I’ve been dreaming of thematically outlining U.S. history for some time. I have it down just about perfectly.

The theory is that by having each unit build on the previous units, students will have reinforced the basic timeline and major events, while better students can concentrate on the rest of the minutiae.

Politics will be taught as a mirror to economics — generally, the cause of wars and wars’ greatest lasting effect. Media history — including yellow journalism and that 1960 presidential debate — could fit before the unit on wars or afterward, depending on how much a teacher wants to stress the Spanish-American War.

Approaching history like this has a number of advantages, including from the “reinforce basic stuff” angle.

Moreover, it really impresses on students the longevity of some national issues.

Students only really consider slavery just before or during the Civil War, even though Monroe and even Fillmore patched up the Union in times of North v. South crisis on the slavery issue.

The way I remember my high school history classes, we first really learned about Jim Crow laws once a class hit the Civil Rights era, even though those laws had been on the books almost as long as the 13th Amendment.

By teaching this as a whole unit, students will understand rather than just hear that however likable Eisenhower was, he did very little on the civil rights question. Students should understand that racial issues didn’t just skip from Lincoln to Kennedy or, in Supreme Court decisions, from Plessy to Brown.

High-minded as that might seem, in the end my goal is to simply ensure that my students will not embarrass themselves during some Jay Walking — Conan Walking? — or one of those abominable surveys.

My students will forget Henry Clay and John Calhoun, but they will bloody sure remember when the Vietnam War was without feeble guessing.

For the moment, I teach government. However, as my goal is to teach AP U.S. History, this preparation will certainly come in handy.

I told my master teacher what I planned to do during Spring Break, and she was enthusiastically supportive.

Don’t forget to outline the next unit in government.

She’s more of a realist. I may be a dreamer, but I’m not the only one.

Moral of the story? First things first, unless inspiration strikes.


  1. TeacherMom

    Hi,

    I am a career changer who is getting my secondary ed/social studies certification now. I was actually thinking about using this very same approach when I actually get in a classroom…until I started my field work and realized that standardized testing might put an end to this idea. How would you handle having to cover specific material for the standardized tests if you do the topical theme approach vs chronology? I guess if the state exams are at the end of the year, it would work. If not, then it might be a problem. Ditto for years where the first part of history is taught one year and the next year the kids pick up where they left off. For example, in NY, the kids take US history in 7th grade and cover up to reconstruction. Then in 8th grade, they pick up and cover until the current. They have a NYS test in May.

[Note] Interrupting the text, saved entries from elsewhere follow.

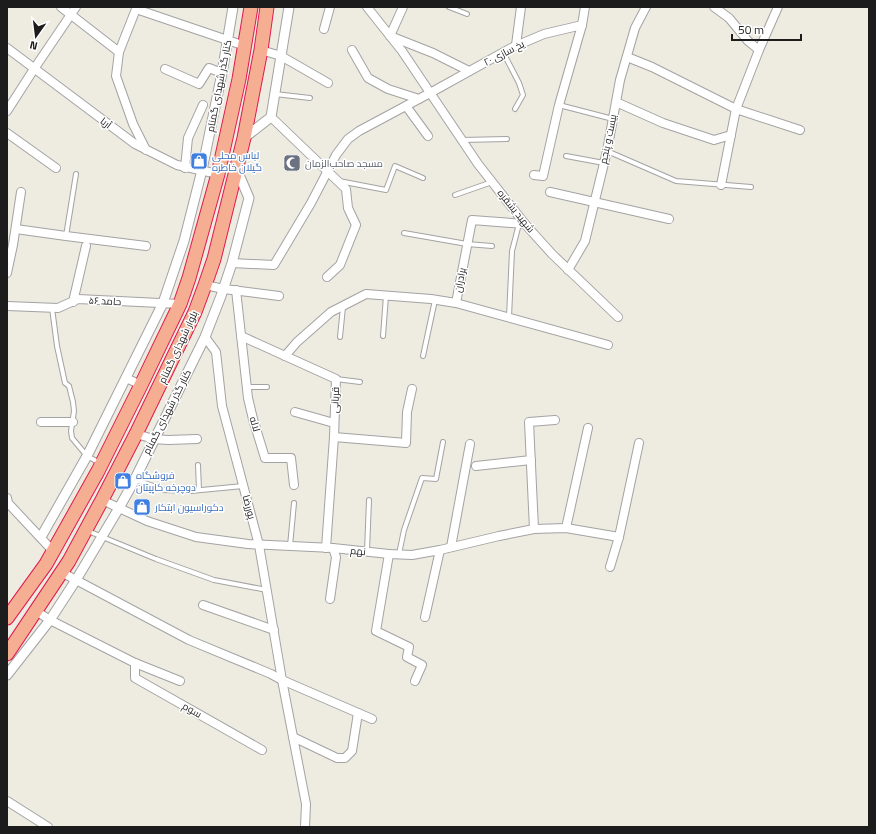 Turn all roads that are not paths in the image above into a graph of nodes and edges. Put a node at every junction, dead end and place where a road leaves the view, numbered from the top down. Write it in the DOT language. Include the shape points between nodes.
graph roads {
  1 [pos="61,7"];
  2 [pos="76,7"];
  3 [pos="234,7"];
  4 [pos="251,7"];
  5 [pos="267,7"];
  6 [pos="289,7"];
  7 [pos="330,7"];
  8 [pos="368,7"];
  9 [pos="403,7"];
  10 [pos="449,7"];
  11 [pos="521,7"];
  12 [pos="584,7"];
  13 [pos="646,7"];
  14 [pos="714,7"];
  15 [pos="778,7"];
  16 [pos="71,14"];
  17 [pos="467,14"];
  18 [pos="582,25"];
  19 [pos="324,29"];
  20 [pos="390,36"];
  21 [pos="228,40"];
  22 [pos="516,45"];
  23 [pos="245,46"];
  24 [pos="7,48"];
  25 [pos="261,50"];
  26 [pos="352,50"];
  27 [pos="759,50"];
  28 [pos="119,52"];
  29 [pos="503,52"];
  30 [pos="281,56"];
  31 [pos="627,57"];
  32 [pos="34,69"];
  33 [pos="165,69"];
  34 [pos="469,71"];
  35 [pos="222,73"];
  36 [pos="328,83"];
  37 [pos="430,93"];
  38 [pos="274,94"];
  39 [pos="310,98"];
  40 [pos="419,99"];
  41 [pos="616,102"];
  42 [pos="203,105"];
  43 [pos="559,105"];
  44 [pos="406,106"];
  45 [pos="515,109"];
  46 [pos="736,109"];
  47 [pos="7,111"];
  48 [pos="271,116"];
  49 [pos="613,119"];
  50 [pos="800,130"];
  51 [pos="7,133"];
  52 [pos="731,135"];
  53 [pos="428,136"];
  54 [pos="244,138"];
  55 [pos="507,139"];
  56 [pos="462,140"];
  57 [pos="146,150"];
  58 [pos="607,151"];
  59 [pos="566,156"];
  60 [pos="604,163"];
  61 [pos="56,168"];
  62 [pos="185,168"];
  63 [pos="202,170"];
  64 [pos="237,170"];
  65 [pos="328,171"];
  66 [pos="76,174"];
  67 [pos="218,174"];
  68 [pos="534,175"];
  69 [pos="423,178"];
  70 [pos="337,180"];
  71 [pos="492,182"];
  72 [pos="721,185"];
  73 [pos="751,187"];
  74 [pos="21,192"];
  75 [pos="550,192"];
  76 [pos="455,194"];
  77 [pos="594,202"];
  78 [pos="669,219"];
  79 [pos="522,223"];
  80 [pos="16,229"];
  81 [pos="404,234"];
  82 [pos="66,236"];
  83 [pos="467,244"];
  84 [pos="10,245"];
  85 [pos="86,246"];
  86 [pos="146,246"];
  87 [pos="492,246"];
  88 [pos="232,264"];
  89 [pos="568,270"];
  90 [pos="7,273"];
  91 [pos="327,277"];
  92 [pos="205,285"];
  93 [pos="224,288"];
  94 [pos="236,290"];
  95 [pos="279,296"];
  96 [pos="386,296"];
  97 [pos="436,300"];
  98 [pos="73,302"];
  99 [pos="163,303"];
  100 [pos="456,303"];
  101 [pos="180,304"];
  102 [pos="7,306"];
  103 [pos="343,306"];
  104 [pos="52,308"];
  105 [pos="509,317"];
  106 [pos="618,317"];
  107 [pos="241,336"];
  108 [pos="383,336"];
  109 [pos="205,337"];
  110 [pos="340,337"];
  111 [pos="608,345"];
  112 [pos="285,356"];
  113 [pos="423,356"];
  114 [pos="126,378"];
  115 [pos="336,379"];
  116 [pos="360,382"];
  117 [pos="141,386"];
  118 [pos="247,387"];
  119 [pos="267,387"];
  120 [pos="412,389"];
  121 [pos="295,412"];
  122 [pos="555,420"];
  123 [pos="41,422"];
  124 [pos="73,422"];
  125 [pos="334,422"];
  126 [pos="588,428"];
  127 [pos="136,434"];
  128 [pos="334,437"];
  129 [pos="154,439"];
  130 [pos="198,439"];
  131 [pos="443,442"];
  132 [pos="639,443"];
  133 [pos="470,444"];
  134 [pos="87,456"];
  135 [pos="531,460"];
  136 [pos="102,464"];
  137 [pos="198,466"];
  138 [pos="476,466"];
  139 [pos="117,473"];
  140 [pos="134,480"];
  141 [pos="294,485"];
  142 [pos="243,486"];
  143 [pos="199,490"];
  144 [pos="7,498"];
  145 [pos="102,500"];
  146 [pos="369,500"];
  147 [pos="294,503"];
  148 [pos="119,508"];
  149 [pos="566,528"];
  150 [pos="534,529"];
  151 [pos="86,530"];
  152 [pos="101,536"];
  153 [pos="619,537"];
  154 [pos="41,538"];
  155 [pos="259,545"];
  156 [pos="290,546"];
  157 [pos="451,547"];
  158 [pos="329,548"];
  159 [pos="440,550"];
  160 [pos="53,551"];
  161 [pos="367,552"];
  162 [pos="389,554"];
  163 [pos="399,554"];
  164 [pos="46,564"];
  165 [pos="610,567"];
  166 [pos="61,572"];
  167 [pos="76,580"];
  168 [pos="267,590"];
  169 [pos="330,599"];
  170 [pos="203,605"];
  171 [pos="36,611"];
  172 [pos="425,617"];
  173 [pos="7,618"];
  174 [pos="50,620"];
  175 [pos="274,630"];
  176 [pos="7,654"];
  177 [pos="135,663"];
  178 [pos="7,675"];
  179 [pos="282,680"];
  180 [pos="180,681"];
  181 [pos="415,681"];
  182 [pos="358,713"];
  183 [pos="372,719"];
  184 [pos="293,737"];
  185 [pos="262,750"];
  186 [pos="7,801"];
  187 [pos="48,827"];
  188 [pos="305,827"];
  1 -- 16 [label="street"];
  2 -- 16 [label="street"];
  3 -- 21 [label="street, کنار گذر شهدای گمنام"];
  4 -- 23 [label="highway, بلوار شهدای گمنام"];
  5 -- 25 [label="highway, بلوار شهدای گمنام"];
  6 -- 30 [label="street"];
  7 -- 19 [label="street"];
  8 -- 20 [label="street, شهید یشقره"];
  9 -- 20 [label="street"];
  10 -- 17 [label="lane"];
  11 -- 22 [label="street"];
  12 -- 18 [label="street"];
  13 -- 31 [label="street, بیست و پنجم" via="635,28"];
  14 -- 27 [label="street" via="729,18"];
  15 -- 27 [label="street"];
  16 -- 28 [label="street"];
  16 -- 32 [label="street"];
  18 -- 22 [label="street, یخ سازی ۲۰" via="544,34"];
  18 -- 43 [label="street"];
  20 -- 34 [label="street"];
  20 -- 37 [label="street, شهید یشقره"];
  21 -- 23 [label="street"];
  21 -- 28 [label="street" via="136,9"];
  21 -- 35 [label="street, کنار گذر شهدای گمنام"];
  22 -- 29 [label="street, یخ سازی ۲۰"];
  23 -- 67 [label="highway, بلوار شهدای گمنام"];
  24 -- 32 [label="street, آریا"];
  25 -- 30 [label="street"];
  25 -- 54 [label="highway, بلوار شهدای گمنام"];
  26 -- 40 [label="street" via="368,78 388,90"];
  27 -- 46 [label="street"];
  28 -- 57 [label="street" via="116,76 119,87"];
  29 -- 34 [label="street, یخ سازی ۲۰"];
  29 -- 45 [label="lane" via="523,95"];
  30 -- 36 [label="street"];
  30 -- 38 [label="street"];
  31 -- 41 [label="street, بیست و پنجم"];
  31 -- 46 [label="street"];
  32 -- 47 [label="street"];
  32 -- 57 [label="street, آریا"];
  33 -- 35 [label="street" via="199,84 209,68"];
  34 -- 37 [label="street, یخ سازی ۲۰"];
  35 -- 63 [label="street, کنار گذر شهدای گمنام"];
  37 -- 40 [label="street, یخ سازی ۲۰"];
  37 -- 56 [label="street, شهید یشقره"];
  38 -- 39 [label="lane"];
  38 -- 48 [label="street"];
  40 -- 44 [label="street, یخ سازی ۲۰"];
  41 -- 49 [label="street, بیست و پنجم"];
  41 -- 52 [label="street" via="714,140"];
  42 -- 62 [label="street" via="188,138"];
  43 -- 49 [label="lane"];
  43 -- 68 [label="street" via="543,176"];
  44 -- 53 [label="street"];
  44 -- 65 [label="street, یخ سازی ۲۰" via="348,139"];
  46 -- 50 [label="street"];
  46 -- 52 [label="street"];
  48 -- 54 [label="street"];
  48 -- 65 [label="street"];
  49 -- 58 [label="street, بیست و پنجم"];
  51 -- 61 [label="street"];
  52 -- 72 [label="street"];
  54 -- 64 [label="highway, بلوار شهدای گمنام"];
  55 -- 56 [label="lane"];
  56 -- 71 [label="street, شهید یشقره"];
  57 -- 62 [label="street, آریا"];
  58 -- 60 [label="street, بیست و پنجم"];
  58 -- 72 [label="lane" via="676,181"];
  59 -- 60 [label="lane"];
  60 -- 77 [label="street, بیست و پنجم"];
  62 -- 63 [label="street, آریا"];
  63 -- 67 [label="street, آریا"];
  63 -- 99 [label="street, کنار گذر شهدای گمنام" via="184,241"];
  64 -- 88 [label="street, کنار گذر شهدای گمنام" via="249,198"];
  64 -- 92 [label="highway, بلوار شهدای گمنام"];
  65 -- 70 [label="street"];
  65 -- 88 [label="street, یخ سازی ۲۰" via="274,265"];
  66 -- 82 [label="lane"];
  67 -- 101 [label="highway, بلوار شهدای گمنام"];
  69 -- 70 [label="lane" via="395,166 386,190"];
  70 -- 91 [label="street" via="346,189 348,208 356,225 340,265"];
  71 -- 76 [label="lane"];
  71 -- 79 [label="street, شهید یشقره"];
  72 -- 73 [label="lane"];
  74 -- 80 [label="street"];
  75 -- 77 [label="street"];
  77 -- 78 [label="street"];
  77 -- 89 [label="street, بیست و پنجم" via="585,241"];
  79 -- 83 [label="street, برادران" via="472,220"];
  79 -- 89 [label="street, شهید یشقره"];
  79 -- 105 [label="lane" via="512,251"];
  80 -- 82 [label="street"];
  80 -- 84 [label="street"];
  81 -- 83 [label="lane"];
  82 -- 86 [label="street"];
  83 -- 87 [label="lane"];
  83 -- 100 [label="street, برادران"];
  84 -- 90 [label="street"];
  85 -- 98 [label="street"];
  88 -- 93 [label="street, کنار گذر شهدای گمنام"];
  89 -- 106 [label="street, شهید یشقره"];
  92 -- 93 [label="street"];
  92 -- 127 [label="highway, بلوار شهدای گمنام" via="195,312"];
  93 -- 94 [label="street"];
  93 -- 109 [label="street, کنار گذر شهدای گمنام"];
  94 -- 95 [label="street"];
  94 -- 107 [label="street"];
  96 -- 97 [label="street, برادران"];
  96 -- 103 [label="street, برادران" via="366,294"];
  96 -- 108 [label="lane"];
  97 -- 100 [label="street, برادران"];
  97 -- 113 [label="lane"];
  98 -- 99 [label="street, حامد ۵۶" via="78,299"];
  98 -- 104 [label="street, حامد ۵۶"];
  99 -- 101 [label="street, حامد ۵۶"];
  99 -- 114 [label="street, کنار گذر شهدای گمنام"];
  100 -- 105 [label="street"];
  101 -- 117 [label="highway, بلوار شهدای گمنام"];
  102 -- 104 [label="street, حامد ۵۶"];
  103 -- 110 [label="lane"];
  103 -- 112 [label="street" via="331,312"];
  104 -- 124 [label="lane" via="65,383 69,386 73,402"];
  105 -- 111 [label="street"];
  107 -- 112 [label="street, قربانی"];
  107 -- 118 [label="street, لاله"];
  109 -- 129 [label="street, کنار گذر شهدای گمنام"];
  109 -- 142 [label="street, پوررضا" via="216,352 222,406"];
  112 -- 115 [label="street, قربانی"];
  114 -- 117 [label="street"];
  114 -- 134 [label="street, کنار گذر شهدای گمنام"];
  115 -- 116 [label="lane"];
  115 -- 125 [label="street, قربانی"];
  117 -- 136 [label="highway, بلوار شهدای گمنام"];
  118 -- 119 [label="lane"];
  118 -- 141 [label="street, لاله" via="265,458 291,458"];
  120 -- 128 [label="street" via="407,412 406,443"];
  121 -- 125 [label="street"];
  122 -- 135 [label="street" via="528,422"];
  123 -- 124 [label="street"];
  124 -- 134 [label="lane" via="72,438"];
  125 -- 128 [label="street, قربانی"];
  126 -- 149 [label="street"];
  127 -- 129 [label="street"];
  127 -- 139 [label="highway, بلوار شهدای گمنام"];
  128 -- 158 [label="street, قربانی"];
  129 -- 130 [label="street"];
  129 -- 140 [label="street, کنار گذر شهدای گمنام"];
  131 -- 163 [label="lane" via="436,479 422,478 404,530"];
  132 -- 153 [label="street"];
  133 -- 157 [label="street"];
  134 -- 136 [label="lane"];
  134 -- 154 [label="street, کنار گذر شهدای گمنام"];
  135 -- 138 [label="street"];
  135 -- 150 [label="street"];
  136 -- 160 [label="highway, بلوار شهدای گمنام"];
  137 -- 143 [label="lane"];
  139 -- 140 [label="lane"];
  139 -- 145 [label="highway, بلوار شهدای گمنام"];
  140 -- 143 [label="lane" via="164,490"];
  140 -- 148 [label="street, کنار گذر شهدای گمنام"];
  142 -- 143 [label="lane"];
  142 -- 155 [label="street, پوررضا"];
  144 -- 154 [label="street" via="8,503"];
  145 -- 148 [label="street, نهم"];
  145 -- 151 [label="highway, بلوار شهدای گمنام"];
  146 -- 161 [label="lane"];
  147 -- 156 [label="lane"];
  148 -- 152 [label="street, کنار گذر شهدای گمنام"];
  148 -- 155 [label="street, نهم" via="147,521 196,537"];
  149 -- 150 [label="street, نهم"];
  149 -- 153 [label="street, نهم"];
  150 -- 157 [label="street, نهم"];
  151 -- 152 [label="lane"];
  151 -- 166 [label="highway, بلوار شهدای گمنام"];
  152 -- 167 [label="street, کنار گذر شهدای گمنام"];
  152 -- 168 [label="lane" via="214,580"];
  153 -- 165 [label="street"];
  154 -- 160 [label="street"];
  155 -- 156 [label="street, نهم"];
  155 -- 168 [label="street, پوررضا"];
  156 -- 158 [label="street, نهم"];
  157 -- 159 [label="street, نهم"];
  158 -- 161 [label="street, نهم"];
  158 -- 169 [label="street, قربانی" via="336,557"];
  159 -- 163 [label="street, نهم" via="412,555"];
  159 -- 172 [label="street"];
  160 -- 164 [label="highway, بلوار شهدای گمنام"];
  161 -- 162 [label="street, نهم"];
  162 -- 163 [label="street, نهم"];
  162 -- 181 [label="street" via="376,631 409,647 407,657 422,665"];
  164 -- 166 [label="highway"];
  164 -- 173 [label="highway, بلوار شهدای گمنام"];
  166 -- 167 [label="street"];
  166 -- 171 [label="highway, بلوار شهدای گمنام"];
  167 -- 174 [label="street, کنار گذر شهدای گمنام"];
  167 -- 179 [label="street" via="189,640"];
  168 -- 175 [label="street, پوررضا"];
  170 -- 175 [label="street"];
  171 -- 174 [label="street"];
  171 -- 176 [label="highway, بلوار شهدای گمنام"];
  174 -- 177 [label="street"];
  174 -- 178 [label="street, کنار گذر شهدای گمنام"];
  175 -- 179 [label="street, پوررضا"];
  177 -- 180 [label="street"];
  177 -- 185 [label="street, سوم" via="135,678"];
  179 -- 182 [label="street"];
  179 -- 184 [label="street, پوررضا"];
  182 -- 183 [label="street"];
  182 -- 184 [label="street" via="352,751 345,758 337,758"];
  184 -- 188 [label="street, پوررضا" via="306,804"];
  186 -- 187 [label="street"];
}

    I am curious if you have seen this done? I have yet to observe a teacher doing this but it makes so much more sense! Would you post your ideas for the different topical units?

  2. You are my new hero.

    I got unexpectedly assigned 11th grade US history last year, and I’ve been teaching it the way I’m supposed to: chronologically. (We do have a curriculum map and regular district tests to see if we’re following the curriculum map. The only time changing it has been allowed was when all the algebra teachers agreed that doing it that way didn’t work.) I tried to do a little reinsert of themes this year but it’s just not going well.

    The last two years have pretty much convinced me that most juniors aren’t going to get much out of US History taught like usual.

    Anyway, I guess I’m saying, if the inspiration strikes and you get to do it your way, I want to be along for the ride. If it goes well, maybe I can convince my principle to let me buck the curriculum map and try it myself.

  3. I have the rest of this week’s blogs typed out already, actually. It’s just a lot to read in one sitting, so I’ve broken it up.

    If I can figure out how to upload Word .doc files to WordPress, I’ll be sure to hit y’all up with the full schedule. I’ve even sorted them out by standard.

    TeacherMom: This is just an idea for me so far. Testing will muck it up, but only if there’s a progressive throughout-the-year kind of testing going on. If it’s all at the end, then you’re good as gold.

    In theory, California kids get early U.S. history in their 8th grade year and finish up “from Reconstruction to Martin Luther King, Jr.” their 11th grade year. Too bad they’ve forgotten it all by then.

    penelope: Let me know exactly what you need in a curriculum map and I’ll be happy to help.

  4. TeacherMom

    I’m looking forward to seeing the schedule! It seems like this comes down to a local level in terms of whether it can happen. It’s good to know that I am not the first person to come to the conclusion that theme units work better for history than strict chronology. Sometimes when you’re a newbie and you see that things are done another way, it’s hard to know if your idea is a good one or not.

  5. I figure I’ll wait until my third year before I re-invent the wheel. Then, I’m tenured.